Data for this task:
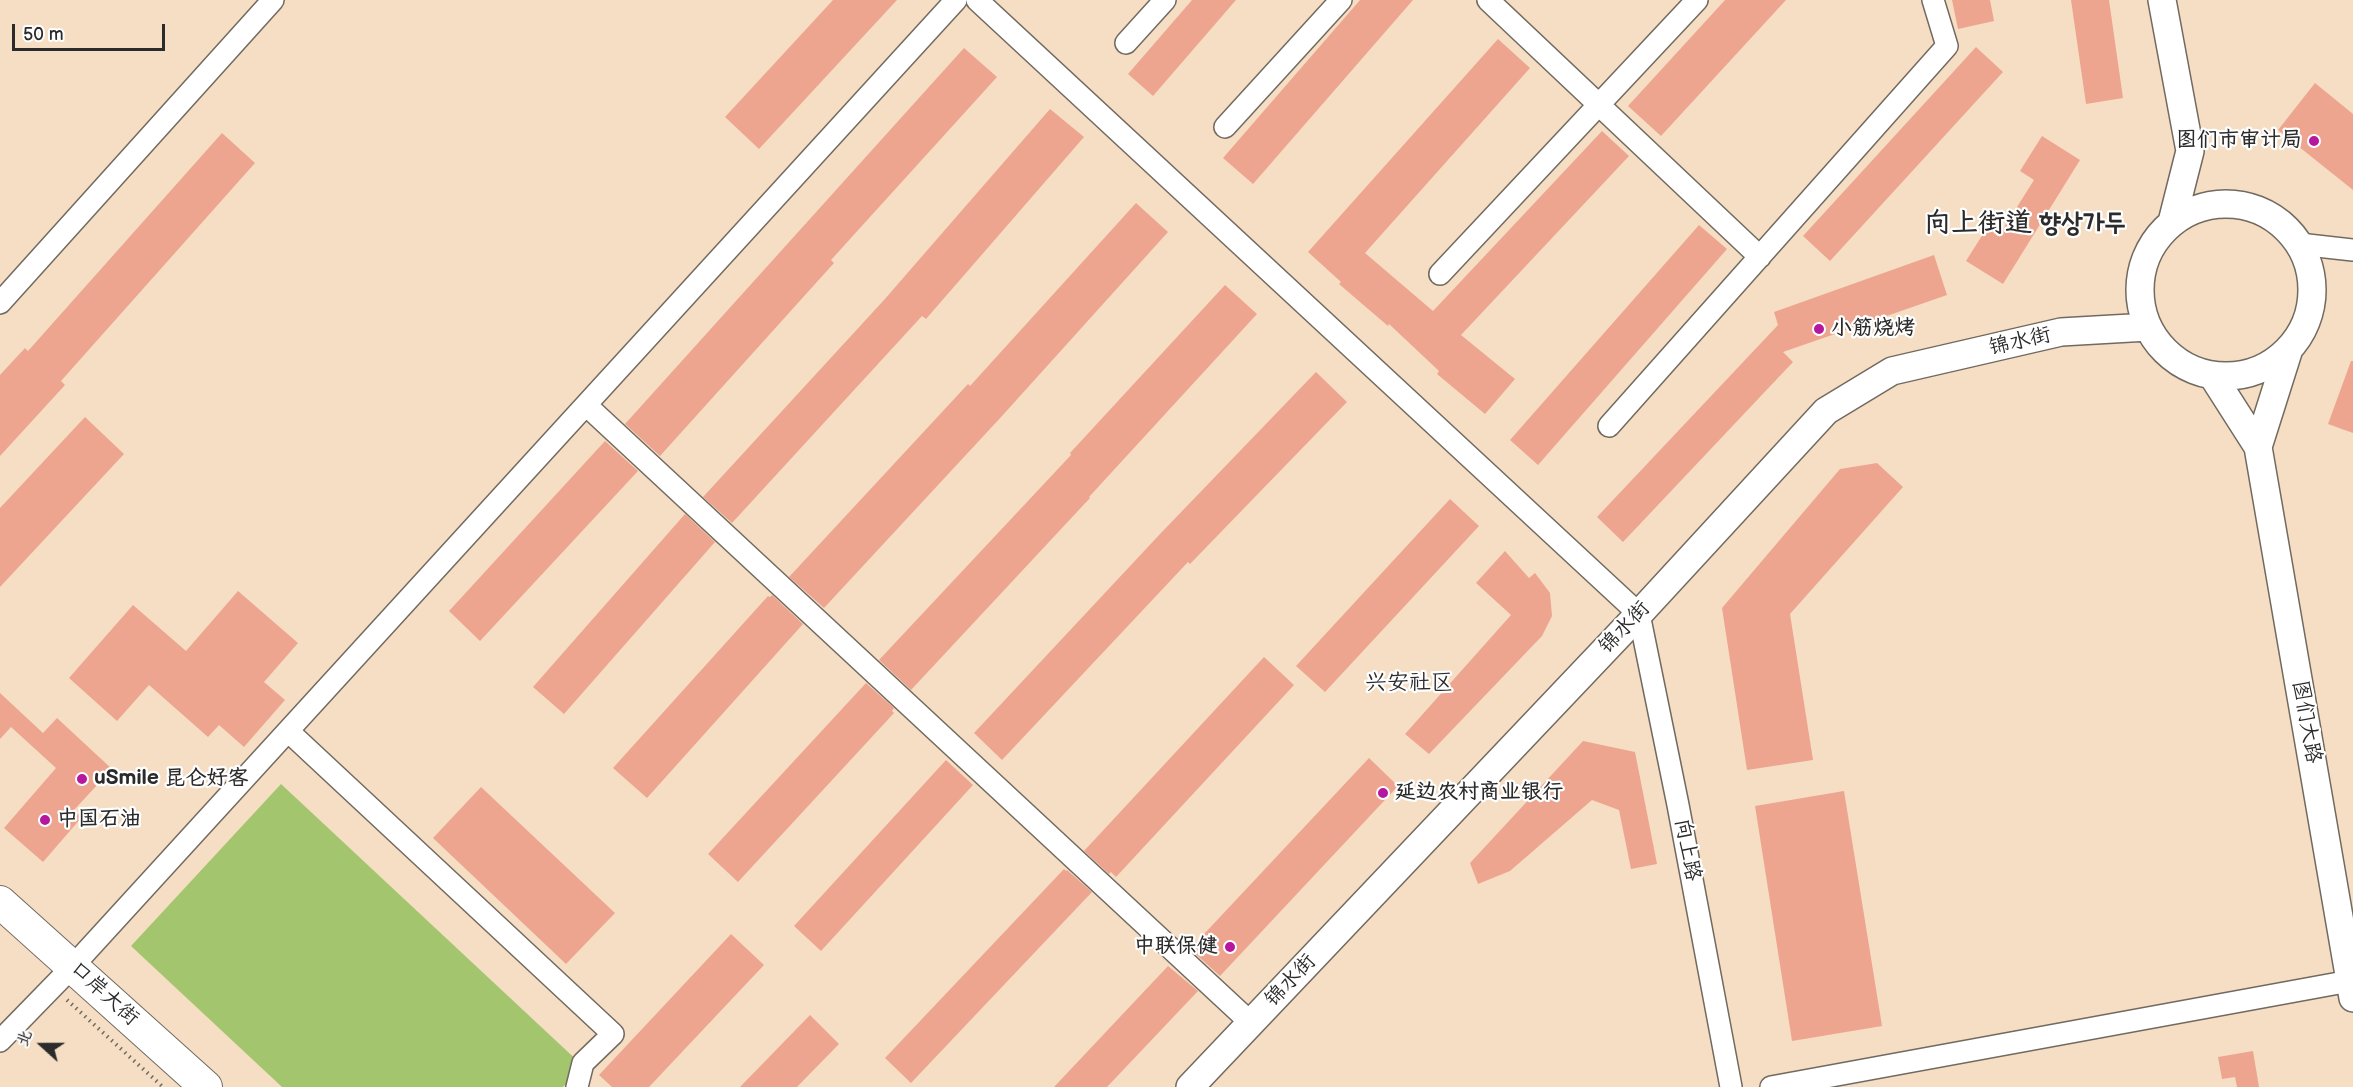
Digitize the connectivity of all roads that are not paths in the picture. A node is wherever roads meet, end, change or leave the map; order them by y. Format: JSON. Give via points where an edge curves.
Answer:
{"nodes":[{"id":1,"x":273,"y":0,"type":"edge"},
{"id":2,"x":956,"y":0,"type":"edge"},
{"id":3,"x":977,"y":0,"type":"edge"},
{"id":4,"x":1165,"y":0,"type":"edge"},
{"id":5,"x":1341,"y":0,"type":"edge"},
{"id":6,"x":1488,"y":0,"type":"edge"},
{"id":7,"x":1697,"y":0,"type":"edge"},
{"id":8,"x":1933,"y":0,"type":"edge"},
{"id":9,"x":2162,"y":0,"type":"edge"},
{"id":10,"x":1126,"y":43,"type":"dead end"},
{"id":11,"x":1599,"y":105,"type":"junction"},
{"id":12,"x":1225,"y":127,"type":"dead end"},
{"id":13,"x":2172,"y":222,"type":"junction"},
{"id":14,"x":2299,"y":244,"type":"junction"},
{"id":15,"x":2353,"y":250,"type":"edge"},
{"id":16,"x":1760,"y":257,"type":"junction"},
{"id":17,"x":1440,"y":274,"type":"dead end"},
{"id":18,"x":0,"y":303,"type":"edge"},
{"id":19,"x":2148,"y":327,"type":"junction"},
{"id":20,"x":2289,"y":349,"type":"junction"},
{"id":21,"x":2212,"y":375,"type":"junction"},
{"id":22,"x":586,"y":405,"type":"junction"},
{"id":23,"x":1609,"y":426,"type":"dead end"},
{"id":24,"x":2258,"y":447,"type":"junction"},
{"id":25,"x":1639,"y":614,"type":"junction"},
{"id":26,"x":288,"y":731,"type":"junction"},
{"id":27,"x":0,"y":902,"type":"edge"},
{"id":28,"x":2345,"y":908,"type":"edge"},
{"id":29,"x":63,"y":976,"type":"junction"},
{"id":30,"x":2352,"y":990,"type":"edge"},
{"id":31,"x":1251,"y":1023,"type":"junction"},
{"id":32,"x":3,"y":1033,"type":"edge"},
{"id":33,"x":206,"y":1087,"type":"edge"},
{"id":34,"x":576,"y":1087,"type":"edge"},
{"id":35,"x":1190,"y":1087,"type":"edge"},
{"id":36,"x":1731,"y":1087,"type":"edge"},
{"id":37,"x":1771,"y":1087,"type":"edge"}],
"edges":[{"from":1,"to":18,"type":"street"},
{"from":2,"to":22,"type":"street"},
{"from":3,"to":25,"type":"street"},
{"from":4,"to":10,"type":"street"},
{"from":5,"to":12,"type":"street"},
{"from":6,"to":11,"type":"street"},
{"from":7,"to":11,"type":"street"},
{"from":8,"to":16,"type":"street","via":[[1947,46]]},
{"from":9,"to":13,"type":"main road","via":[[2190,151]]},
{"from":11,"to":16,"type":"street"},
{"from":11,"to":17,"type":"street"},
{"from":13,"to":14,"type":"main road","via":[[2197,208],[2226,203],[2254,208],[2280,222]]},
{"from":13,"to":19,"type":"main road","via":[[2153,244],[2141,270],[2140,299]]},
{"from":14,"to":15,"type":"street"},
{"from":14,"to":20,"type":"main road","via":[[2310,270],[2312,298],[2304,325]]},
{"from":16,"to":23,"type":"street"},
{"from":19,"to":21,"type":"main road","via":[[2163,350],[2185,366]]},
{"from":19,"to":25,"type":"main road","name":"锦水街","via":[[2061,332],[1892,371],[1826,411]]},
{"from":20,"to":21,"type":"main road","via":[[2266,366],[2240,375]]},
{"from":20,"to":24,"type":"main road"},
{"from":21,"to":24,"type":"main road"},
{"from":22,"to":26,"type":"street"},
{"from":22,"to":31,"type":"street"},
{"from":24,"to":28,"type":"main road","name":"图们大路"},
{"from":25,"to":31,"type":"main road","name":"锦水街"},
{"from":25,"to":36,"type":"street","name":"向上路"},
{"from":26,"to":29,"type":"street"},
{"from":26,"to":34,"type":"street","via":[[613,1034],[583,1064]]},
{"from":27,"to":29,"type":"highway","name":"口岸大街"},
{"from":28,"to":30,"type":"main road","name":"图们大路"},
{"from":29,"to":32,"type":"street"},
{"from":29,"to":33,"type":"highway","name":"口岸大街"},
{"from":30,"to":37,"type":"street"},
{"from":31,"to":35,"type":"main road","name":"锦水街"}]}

* * *

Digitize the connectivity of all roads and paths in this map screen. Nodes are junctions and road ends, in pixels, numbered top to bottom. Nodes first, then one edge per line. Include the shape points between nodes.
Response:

* * *

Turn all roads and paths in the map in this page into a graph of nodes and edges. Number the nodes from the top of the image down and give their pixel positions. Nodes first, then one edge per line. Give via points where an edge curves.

What you will do: Filter the records for lines holding the string "where". Copy each one.

Written response:
Digitize the connectivity of all roads that are not paths in the picture. A node is wherever roads meet, end, change or leave the map; order them by y. Format: JSON. Give via points where an edge curves.
Turn all roads and paths in the map in this page into a graph of nodes and edges. Number the nodes from the top of the image down and give their pixel positions. Nodes first, then one edge per line. Give via points where an edge curves.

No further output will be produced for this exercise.